* [What you have to do] Wherever "LANE" appears in the records below, copy the line that holds it.

Stored data:
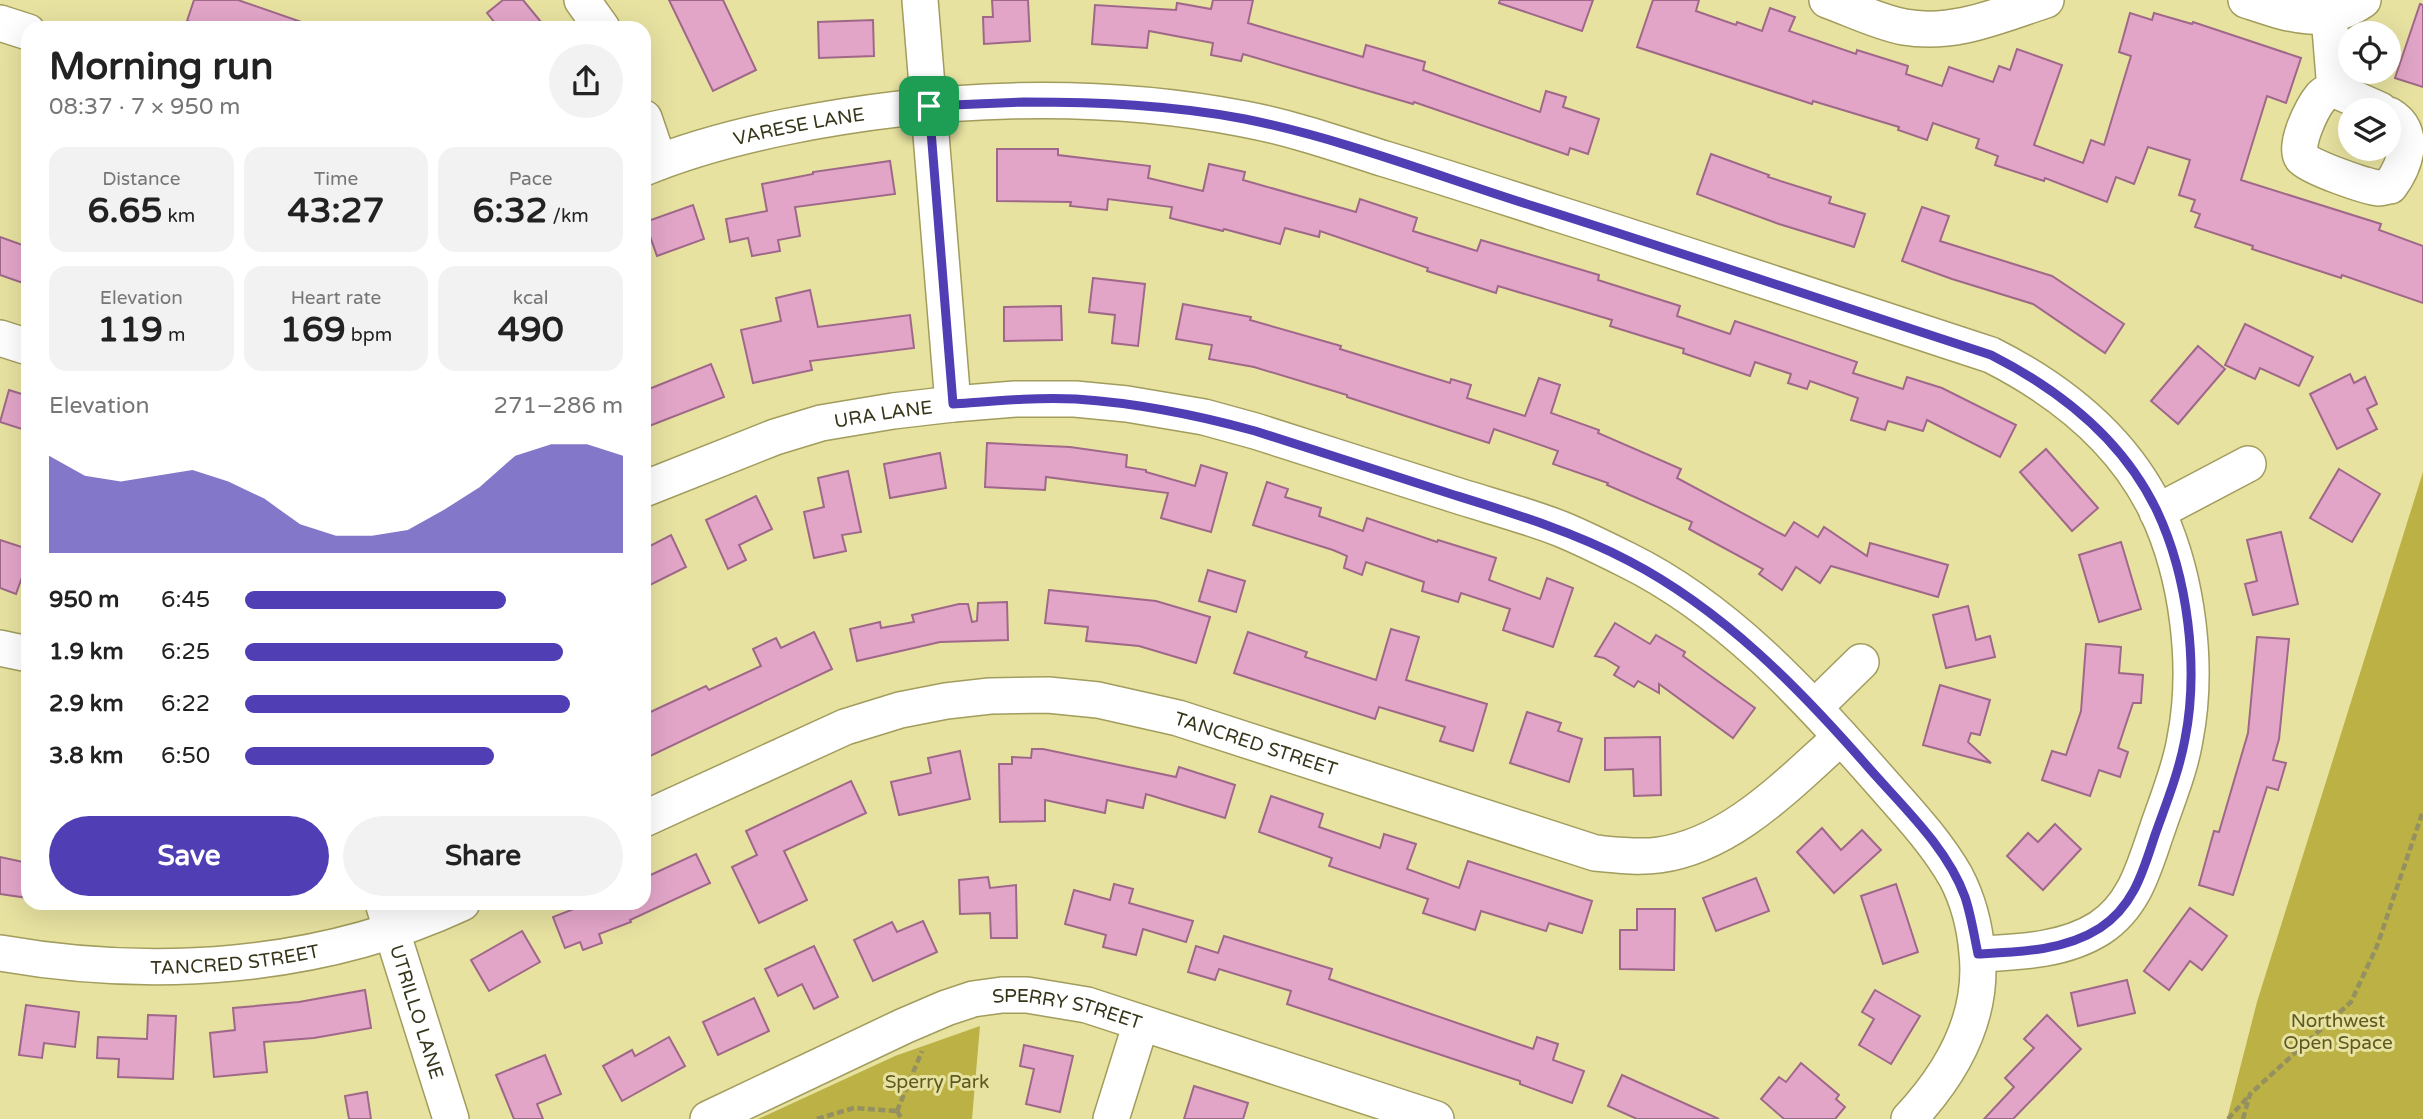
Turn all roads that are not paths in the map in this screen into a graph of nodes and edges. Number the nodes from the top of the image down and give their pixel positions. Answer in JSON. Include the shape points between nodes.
{"nodes":[{"id":1,"x":582,"y":0,"type":"edge"},
{"id":2,"x":920,"y":0,"type":"edge"},
{"id":3,"x":1827,"y":0,"type":"edge"},
{"id":4,"x":2046,"y":0,"type":"edge"},
{"id":5,"x":2246,"y":0,"type":"edge"},
{"id":6,"x":2363,"y":0,"type":"edge"},
{"id":7,"x":2329,"y":16,"type":"junction"},
{"id":8,"x":597,"y":21,"type":"edge"},
{"id":9,"x":0,"y":23,"type":"edge"},
{"id":10,"x":21,"y":30,"type":"edge"},
{"id":11,"x":2335,"y":90,"type":"junction"},
{"id":12,"x":2353,"y":98,"type":"edge"},
{"id":13,"x":929,"y":106,"type":"junction"},
{"id":14,"x":2401,"y":125,"type":"edge"},
{"id":15,"x":652,"y":165,"type":"edge"},
{"id":16,"x":0,"y":338,"type":"edge"},
{"id":17,"x":21,"y":345,"type":"edge"},
{"id":18,"x":953,"y":404,"type":"junction"},
{"id":19,"x":2248,"y":464,"type":"dead end"},
{"id":20,"x":651,"y":486,"type":"edge"},
{"id":21,"x":2157,"y":512,"type":"junction"},
{"id":22,"x":0,"y":648,"type":"edge"},
{"id":23,"x":21,"y":652,"type":"edge"},
{"id":24,"x":1861,"y":662,"type":"dead end"},
{"id":25,"x":1815,"y":707,"type":"junction"},
{"id":26,"x":1841,"y":737,"type":"junction"},
{"id":27,"x":651,"y":817,"type":"edge"},
{"id":28,"x":427,"y":910,"type":"edge"},
{"id":29,"x":387,"y":918,"type":"edge"},
{"id":30,"x":0,"y":953,"type":"edge"},
{"id":31,"x":1978,"y":954,"type":"junction"},
{"id":32,"x":1141,"y":1023,"type":"junction"},
{"id":33,"x":451,"y":1119,"type":"edge"},
{"id":34,"x":708,"y":1119,"type":"edge"},
{"id":35,"x":1111,"y":1119,"type":"edge"},
{"id":36,"x":1436,"y":1119,"type":"edge"},
{"id":37,"x":1909,"y":1119,"type":"edge"}],
"edges":[{"from":1,"to":8,"type":"street"},
{"from":2,"to":13,"type":"street"},
{"from":3,"to":4,"type":"street","via":[[1903,27],[1930,29],[1964,27]]},
{"from":5,"to":7,"type":"street","via":[[2284,12]]},
{"from":6,"to":7,"type":"street"},
{"from":7,"to":11,"type":"street"},
{"from":9,"to":10,"type":"street"},
{"from":11,"to":12,"type":"street"},
{"from":11,"to":14,"type":"street","via":[[2323,95],[2304,130],[2299,150],[2308,164],[2378,188],[2390,186],[2404,155],[2407,136]]},
{"from":13,"to":15,"type":"street","name":"VARESE LANE","via":[[756,133]]},
{"from":13,"to":18,"type":"street"},
{"from":13,"to":21,"type":"street","name":"VARESE LANE","via":[[1098,102],[1220,115],[1301,132],[1991,355],[2089,420],[2129,465]]},
{"from":16,"to":17,"type":"street"},
{"from":18,"to":20,"type":"street","name":"URA LANE","via":[[821,424],[775,437]]},
{"from":18,"to":25,"type":"street","name":"URA LANE","via":[[1075,399],[1204,417],[1559,529],[1630,561],[1687,596],[1752,647]]},
{"from":19,"to":21,"type":"street"},
{"from":21,"to":31,"type":"street","name":"VARESE LANE","via":[[2185,603],[2190,691],[2186,738],[2142,876],[2124,908],[2088,934],[2046,948]]},
{"from":22,"to":23,"type":"street"},
{"from":24,"to":25,"type":"street"},
{"from":25,"to":26,"type":"street","name":"URA LANE"},
{"from":26,"to":27,"type":"street","name":"TANCRED STREET","via":[[1746,817],[1689,848],[1650,856],[1595,853],[1147,709],[1048,695],[990,696],[900,710],[845,727]]},
{"from":26,"to":31,"type":"street","name":"URA LANE","via":[[1931,839],[1956,877]]},
{"from":28,"to":29,"type":"street","name":"TANCRED STREET"},
{"from":29,"to":30,"type":"street","name":"TANCRED STREET","via":[[262,960],[207,965],[103,966]]},
{"from":29,"to":33,"type":"street","name":"UTRILLO LANE"},
{"from":31,"to":37,"type":"street","name":"URA LANE","via":[[1977,988],[1966,1035],[1944,1079]]},
{"from":32,"to":34,"type":"street","name":"SPERRY STREET","via":[[1050,997],[974,999]]},
{"from":32,"to":35,"type":"street"},
{"from":32,"to":36,"type":"street","name":"SPERRY STREET"}]}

* [Written solution]
{"from":13,"to":15,"type":"street","name":"VARESE LANE","via":[[756,133]]},
{"from":13,"to":21,"type":"street","name":"VARESE LANE","via":[[1098,102],[1220,115],[1301,132],[1991,355],[2089,420],[2129,465]]},
{"from":18,"to":20,"type":"street","name":"URA LANE","via":[[821,424],[775,437]]},
{"from":18,"to":25,"type":"street","name":"URA LANE","via":[[1075,399],[1204,417],[1559,529],[1630,561],[1687,596],[1752,647]]},
{"from":21,"to":31,"type":"street","name":"VARESE LANE","via":[[2185,603],[2190,691],[2186,738],[2142,876],[2124,908],[2088,934],[2046,948]]},
{"from":25,"to":26,"type":"street","name":"URA LANE"},
{"from":26,"to":31,"type":"street","name":"URA LANE","via":[[1931,839],[1956,877]]},
{"from":29,"to":33,"type":"street","name":"UTRILLO LANE"},
{"from":31,"to":37,"type":"street","name":"URA LANE","via":[[1977,988],[1966,1035],[1944,1079]]},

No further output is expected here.